I could stomach horror in my twenties. In fact, back then I had a comforting Friday night ritual of getting a pizza and watching a horror movie. A friend asked how I could find horror comforting, and I said with a smile, "No matter how bad my week has been, at least I'm not being chased by vampires or terrorized by ghosts or whatever. It makes me feel better." But then Kelly came back into my life, and she is almost never willing to watch horror, and I have found that I have little interest in watching it on the rare occasions that I see a movie alone.
Part of the problem is that horror movies are so often bad; jump scares are cheap and easy and plentiful and worthless to me, while good horror, the sort of creepy and unnerving psychological horror that drive classics like The Shining, that's really hard to pull off, and infrequently attempted. But honestly, even when a horror movie has a stellar reputation like Get Out, I'm still loathe to see it, because I don't enjoy the feeling of dread any more. I gave up on Jordan Peele's Twilight Zone reboot because even in the most innocuous episodes, there was still a constant unpleasant feeling of danger like something was going to go terribly wrong at any moment.
I have also developed an aversion to costume dramas, specifically ones set in Europe in the 1700s or 1800s. I saw a few movies in the Merchant-Ivory mold when I was young and they bored me to tears. I have no doubt that these movies are often good, and I have liked a few. But I don't care how good the reviews are; I just can't bring myself to watch them.

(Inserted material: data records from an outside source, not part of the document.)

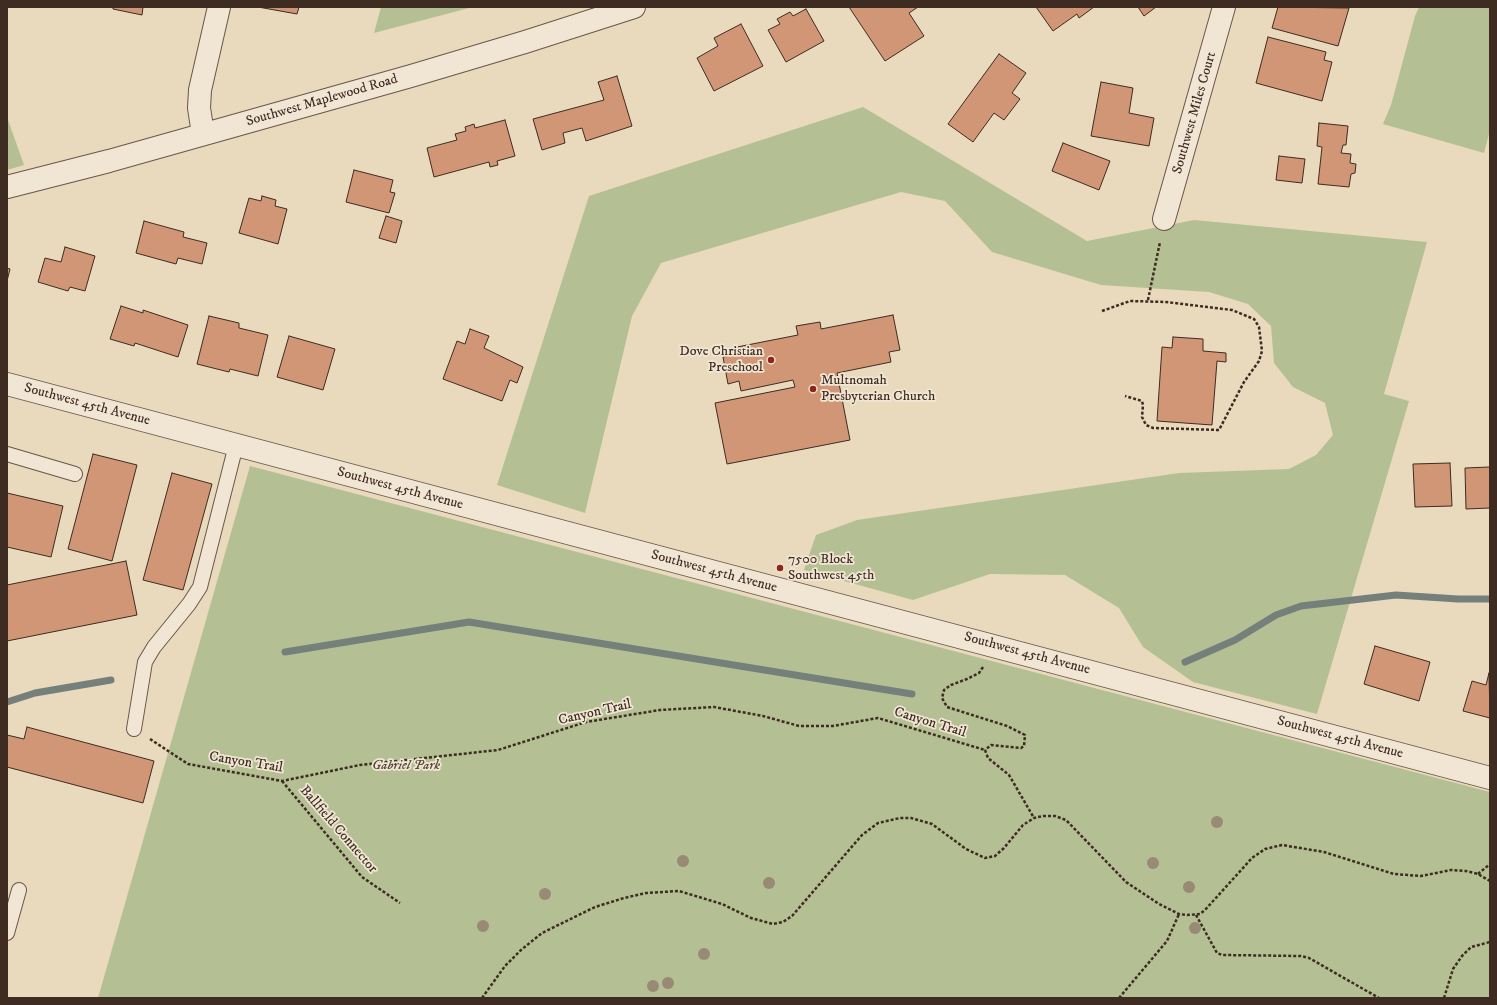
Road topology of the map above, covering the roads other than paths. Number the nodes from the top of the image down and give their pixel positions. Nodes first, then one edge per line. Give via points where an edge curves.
1 (219, 7) edge
2 (634, 7) edge
3 (1224, 7) edge
4 (203, 134) junction
5 (7, 187) edge
6 (1164, 219) road end
7 (7, 384) edge
8 (236, 445) junction
9 (7, 454) edge
10 (75, 474) dead end
11 (134, 729) road end
12 (1490, 778) edge
13 (18, 890) dead end
14 (7, 933) edge

1 - 4 street via 200,90 199,108
2 - 4 street, Southwest Maplewood Road via 411,76
3 - 6 street, Southwest Miles Court
4 - 5 street, Southwest Maplewood Road
7 - 8 street, Southwest 45th Avenue
8 - 11 lane via 200,587 145,662
8 - 12 street, Southwest 45th Avenue
9 - 10 lane
13 - 14 lane

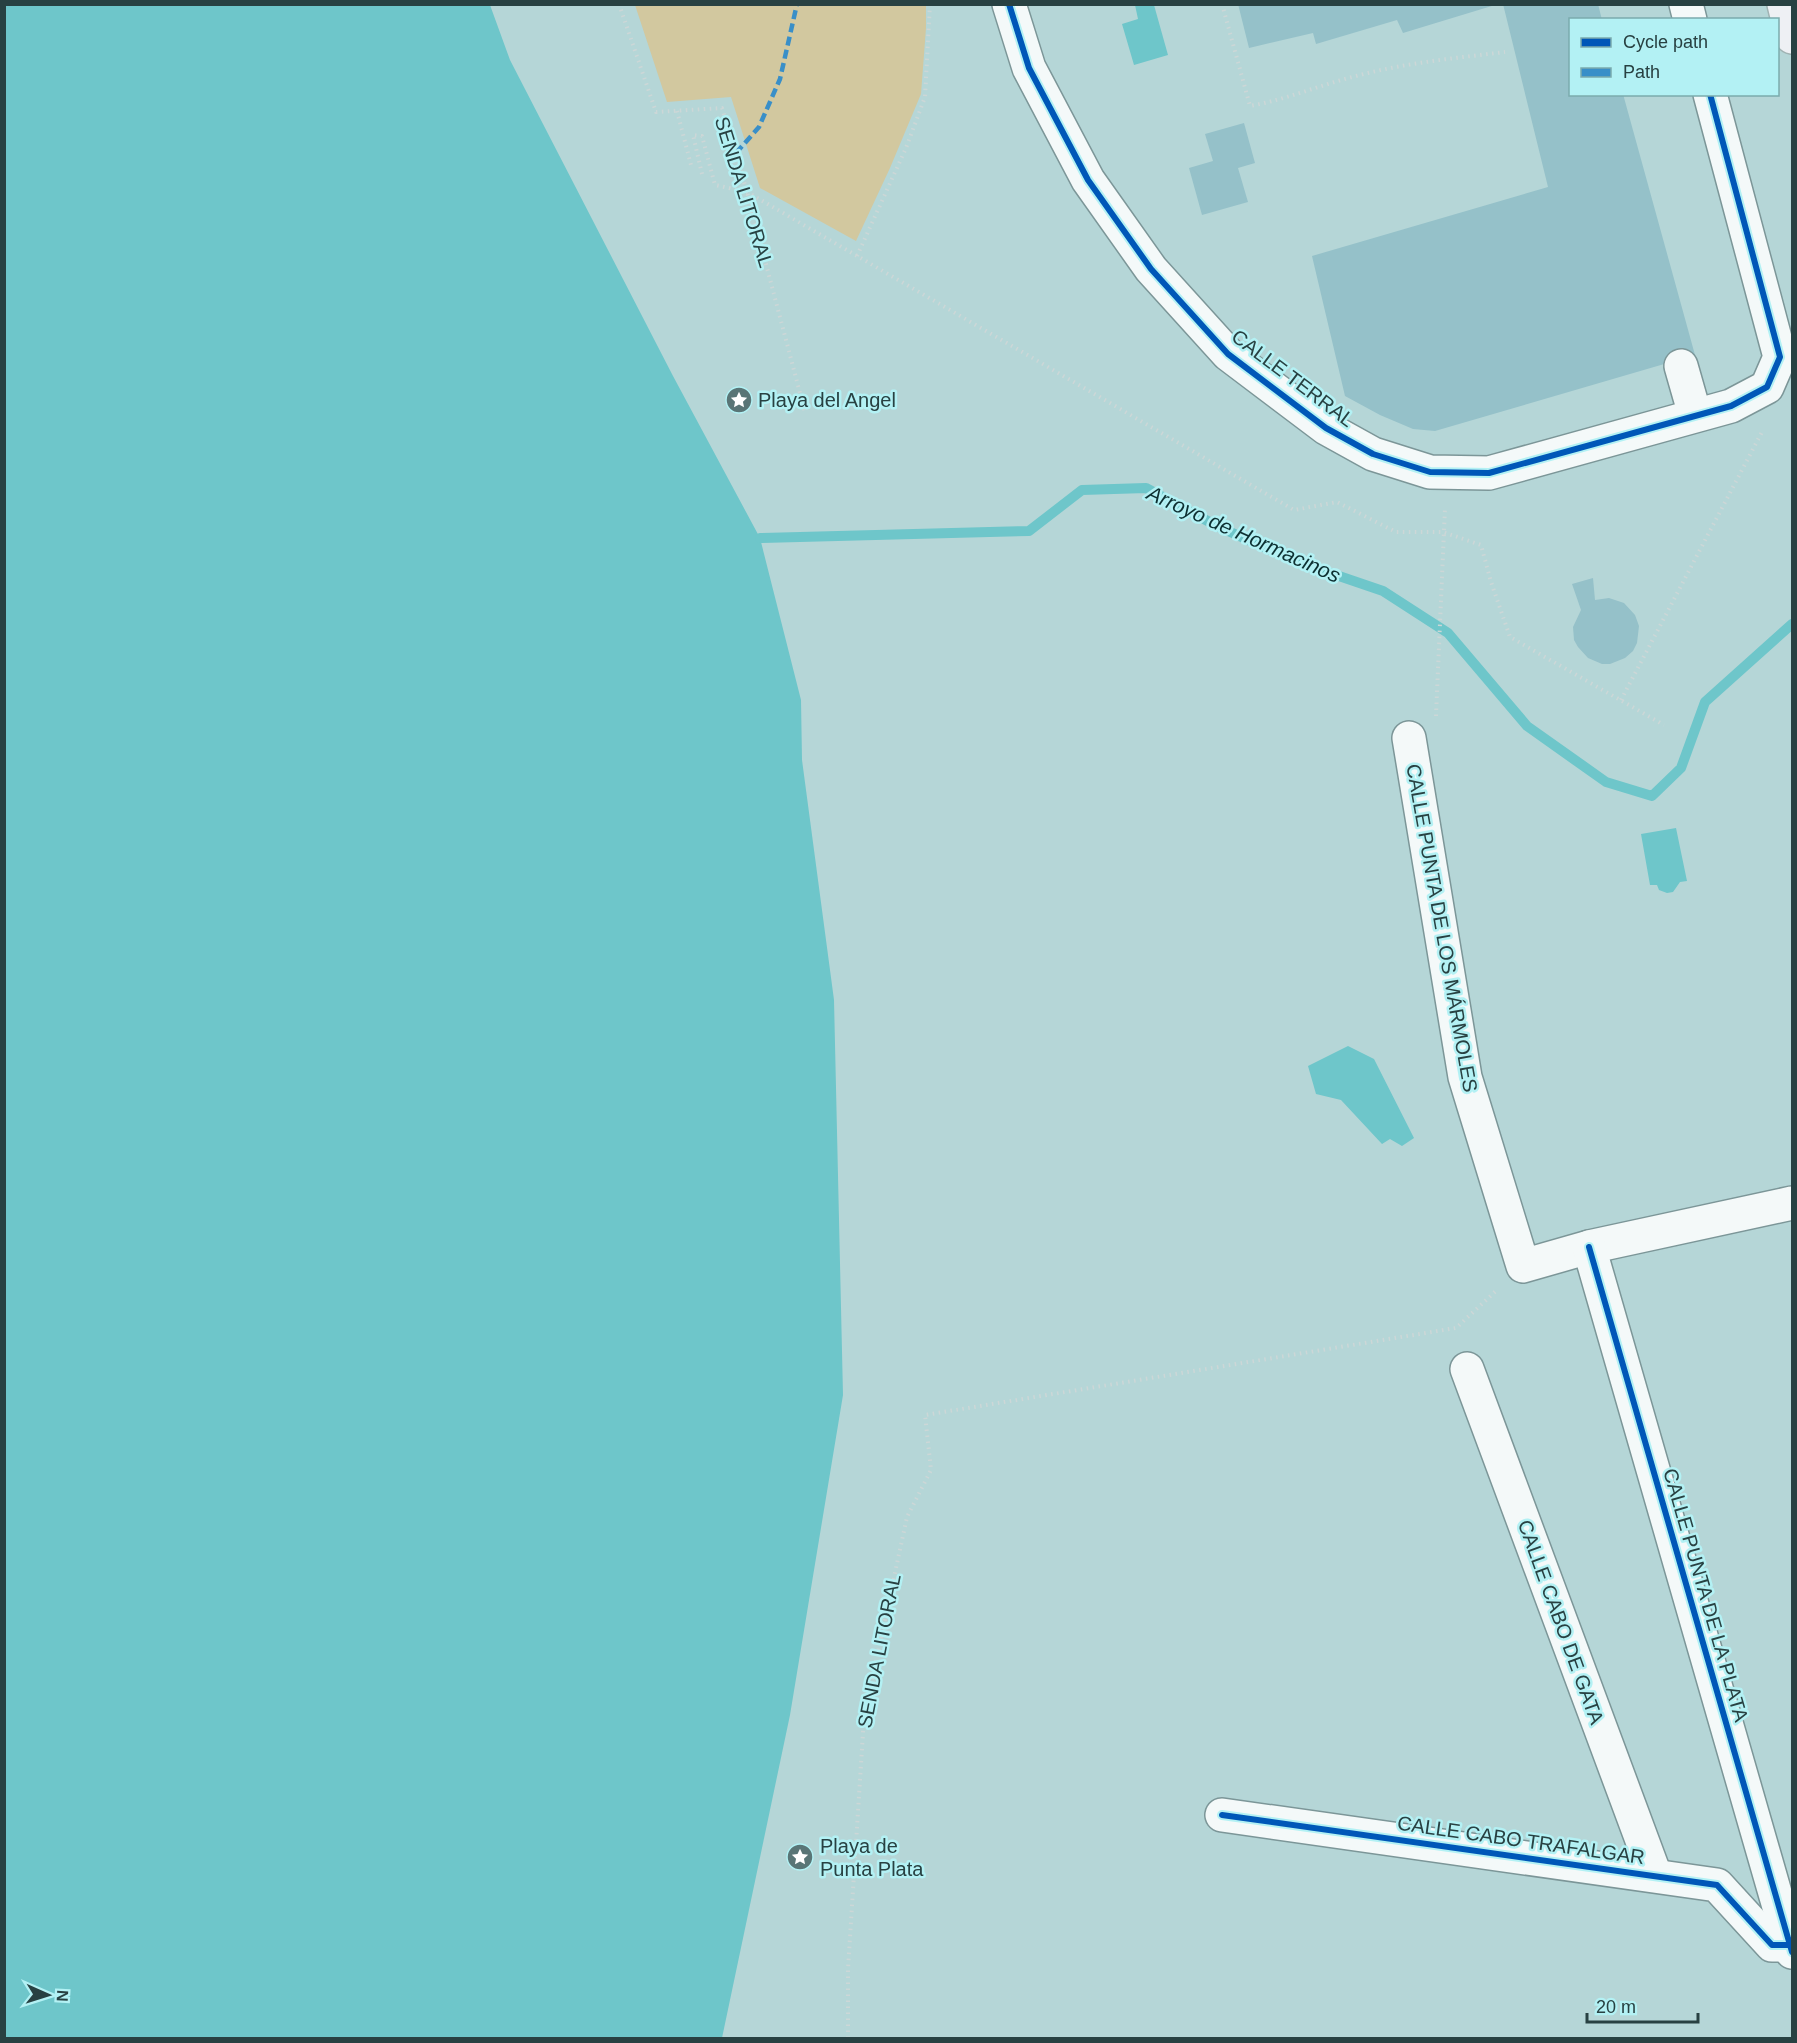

Samir, "lifestyle fetishism" is a great term for that. With the rise of Instagram and Pinterest, we're all living in an era of performative lifestyles. We're expected to show off constantly, even at risk of death, while acting casual about it as if it's no big deal. Even our main celebrities these days, the Kardashians and their kind, exist in a sort of lifestyle brand space rather than any traditional route to fame. It's a weird and unhealthy place for our culture to be. I'm with you in being turned off by most of it.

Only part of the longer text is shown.